(RECORDS FOR THIS TASK Opens)

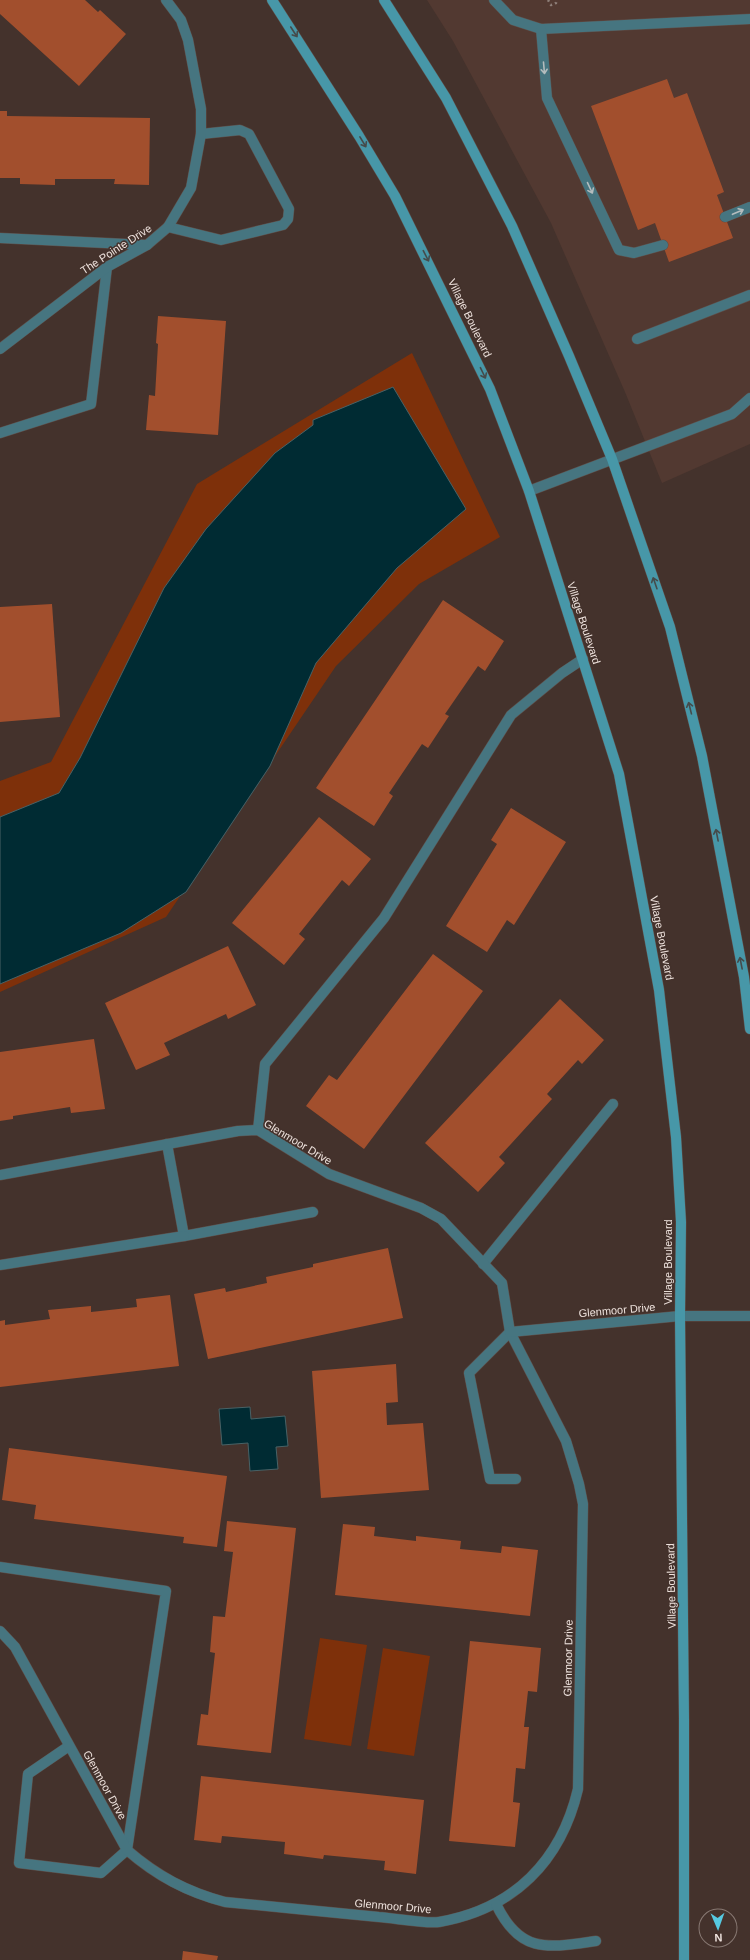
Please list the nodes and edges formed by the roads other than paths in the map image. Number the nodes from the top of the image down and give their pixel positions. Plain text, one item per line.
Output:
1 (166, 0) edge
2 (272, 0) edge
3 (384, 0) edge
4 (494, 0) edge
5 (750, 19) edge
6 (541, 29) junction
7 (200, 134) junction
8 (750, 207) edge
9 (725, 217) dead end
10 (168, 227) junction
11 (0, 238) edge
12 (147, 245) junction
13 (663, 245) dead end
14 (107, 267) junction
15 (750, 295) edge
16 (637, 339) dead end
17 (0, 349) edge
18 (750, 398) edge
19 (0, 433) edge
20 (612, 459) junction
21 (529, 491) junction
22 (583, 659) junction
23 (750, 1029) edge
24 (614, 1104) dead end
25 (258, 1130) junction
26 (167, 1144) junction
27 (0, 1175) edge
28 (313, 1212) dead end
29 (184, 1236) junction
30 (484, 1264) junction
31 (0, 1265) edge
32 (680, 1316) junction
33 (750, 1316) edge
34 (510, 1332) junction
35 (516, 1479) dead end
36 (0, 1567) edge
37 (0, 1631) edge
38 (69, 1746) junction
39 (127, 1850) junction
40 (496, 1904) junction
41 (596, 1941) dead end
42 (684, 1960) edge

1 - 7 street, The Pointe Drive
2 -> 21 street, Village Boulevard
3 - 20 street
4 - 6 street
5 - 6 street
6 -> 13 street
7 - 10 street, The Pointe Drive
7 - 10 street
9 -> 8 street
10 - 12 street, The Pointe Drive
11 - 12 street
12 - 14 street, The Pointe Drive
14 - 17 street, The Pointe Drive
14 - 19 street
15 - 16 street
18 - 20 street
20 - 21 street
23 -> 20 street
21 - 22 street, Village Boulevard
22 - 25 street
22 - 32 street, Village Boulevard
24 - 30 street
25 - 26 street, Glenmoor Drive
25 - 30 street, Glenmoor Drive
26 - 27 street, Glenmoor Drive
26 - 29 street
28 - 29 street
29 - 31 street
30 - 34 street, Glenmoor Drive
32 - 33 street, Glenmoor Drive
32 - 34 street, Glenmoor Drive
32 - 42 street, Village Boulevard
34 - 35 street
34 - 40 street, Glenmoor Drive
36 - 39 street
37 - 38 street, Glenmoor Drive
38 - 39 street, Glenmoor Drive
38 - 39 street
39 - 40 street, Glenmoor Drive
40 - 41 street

(RECORDS FOR THIS TASK Closes)

**PROBLEM REQUIREMENTS:** Check each line above for the string "dead" and show the ones that have it.

**SOLVED PROBLEM:**
9 (725, 217) dead end
13 (663, 245) dead end
16 (637, 339) dead end
24 (614, 1104) dead end
28 (313, 1212) dead end
35 (516, 1479) dead end
41 (596, 1941) dead end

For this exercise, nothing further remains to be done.